**Required work**. Give back each entry verbatim.

[Stored items]
━━━━━━━━
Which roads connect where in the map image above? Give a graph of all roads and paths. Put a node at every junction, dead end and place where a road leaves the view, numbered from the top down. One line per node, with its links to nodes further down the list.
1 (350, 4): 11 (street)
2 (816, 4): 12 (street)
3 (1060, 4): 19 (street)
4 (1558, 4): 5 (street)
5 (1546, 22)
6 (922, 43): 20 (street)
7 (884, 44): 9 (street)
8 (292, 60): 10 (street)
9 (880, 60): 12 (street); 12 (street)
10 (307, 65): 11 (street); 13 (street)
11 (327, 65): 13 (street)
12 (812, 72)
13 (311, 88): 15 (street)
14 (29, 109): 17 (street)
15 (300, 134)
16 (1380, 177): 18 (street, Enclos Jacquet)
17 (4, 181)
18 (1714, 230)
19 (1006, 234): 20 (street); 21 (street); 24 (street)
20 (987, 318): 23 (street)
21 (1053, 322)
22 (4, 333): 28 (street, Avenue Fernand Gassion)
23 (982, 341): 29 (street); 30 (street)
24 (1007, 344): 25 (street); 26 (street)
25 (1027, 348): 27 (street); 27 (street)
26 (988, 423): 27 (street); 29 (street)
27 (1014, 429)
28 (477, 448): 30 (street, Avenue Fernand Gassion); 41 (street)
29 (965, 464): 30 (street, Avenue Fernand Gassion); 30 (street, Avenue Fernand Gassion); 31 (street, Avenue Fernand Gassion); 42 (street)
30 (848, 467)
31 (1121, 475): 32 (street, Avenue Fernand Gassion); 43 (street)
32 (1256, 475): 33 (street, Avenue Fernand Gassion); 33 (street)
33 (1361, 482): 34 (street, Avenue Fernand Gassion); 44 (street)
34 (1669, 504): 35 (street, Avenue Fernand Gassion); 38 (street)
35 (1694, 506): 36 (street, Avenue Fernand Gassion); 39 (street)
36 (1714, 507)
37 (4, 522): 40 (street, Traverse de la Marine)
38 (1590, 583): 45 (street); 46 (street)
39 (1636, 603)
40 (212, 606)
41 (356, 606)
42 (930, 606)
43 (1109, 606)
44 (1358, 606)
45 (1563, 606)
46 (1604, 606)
━━━━━━━━
**Result**.
Which roads connect where in the map image above? Give a graph of all roads and paths. Put a node at every junction, dead end and place where a road leaves the view, numbered from the top down. One line per node, with its links to nodes further down the list.
1 (350, 4): 11 (street)
2 (816, 4): 12 (street)
3 (1060, 4): 19 (street)
4 (1558, 4): 5 (street)
5 (1546, 22)
6 (922, 43): 20 (street)
7 (884, 44): 9 (street)
8 (292, 60): 10 (street)
9 (880, 60): 12 (street); 12 (street)
10 (307, 65): 11 (street); 13 (street)
11 (327, 65): 13 (street)
12 (812, 72)
13 (311, 88): 15 (street)
14 (29, 109): 17 (street)
15 (300, 134)
16 (1380, 177): 18 (street, Enclos Jacquet)
17 (4, 181)
18 (1714, 230)
19 (1006, 234): 20 (street); 21 (street); 24 (street)
20 (987, 318): 23 (street)
21 (1053, 322)
22 (4, 333): 28 (street, Avenue Fernand Gassion)
23 (982, 341): 29 (street); 30 (street)
24 (1007, 344): 25 (street); 26 (street)
25 (1027, 348): 27 (street); 27 (street)
26 (988, 423): 27 (street); 29 (street)
27 (1014, 429)
28 (477, 448): 30 (street, Avenue Fernand Gassion); 41 (street)
29 (965, 464): 30 (street, Avenue Fernand Gassion); 30 (street, Avenue Fernand Gassion); 31 (street, Avenue Fernand Gassion); 42 (street)
30 (848, 467)
31 (1121, 475): 32 (street, Avenue Fernand Gassion); 43 (street)
32 (1256, 475): 33 (street, Avenue Fernand Gassion); 33 (street)
33 (1361, 482): 34 (street, Avenue Fernand Gassion); 44 (street)
34 (1669, 504): 35 (street, Avenue Fernand Gassion); 38 (street)
35 (1694, 506): 36 (street, Avenue Fernand Gassion); 39 (street)
36 (1714, 507)
37 (4, 522): 40 (street, Traverse de la Marine)
38 (1590, 583): 45 (street); 46 (street)
39 (1636, 603)
40 (212, 606)
41 (356, 606)
42 (930, 606)
43 (1109, 606)
44 (1358, 606)
45 (1563, 606)
46 (1604, 606)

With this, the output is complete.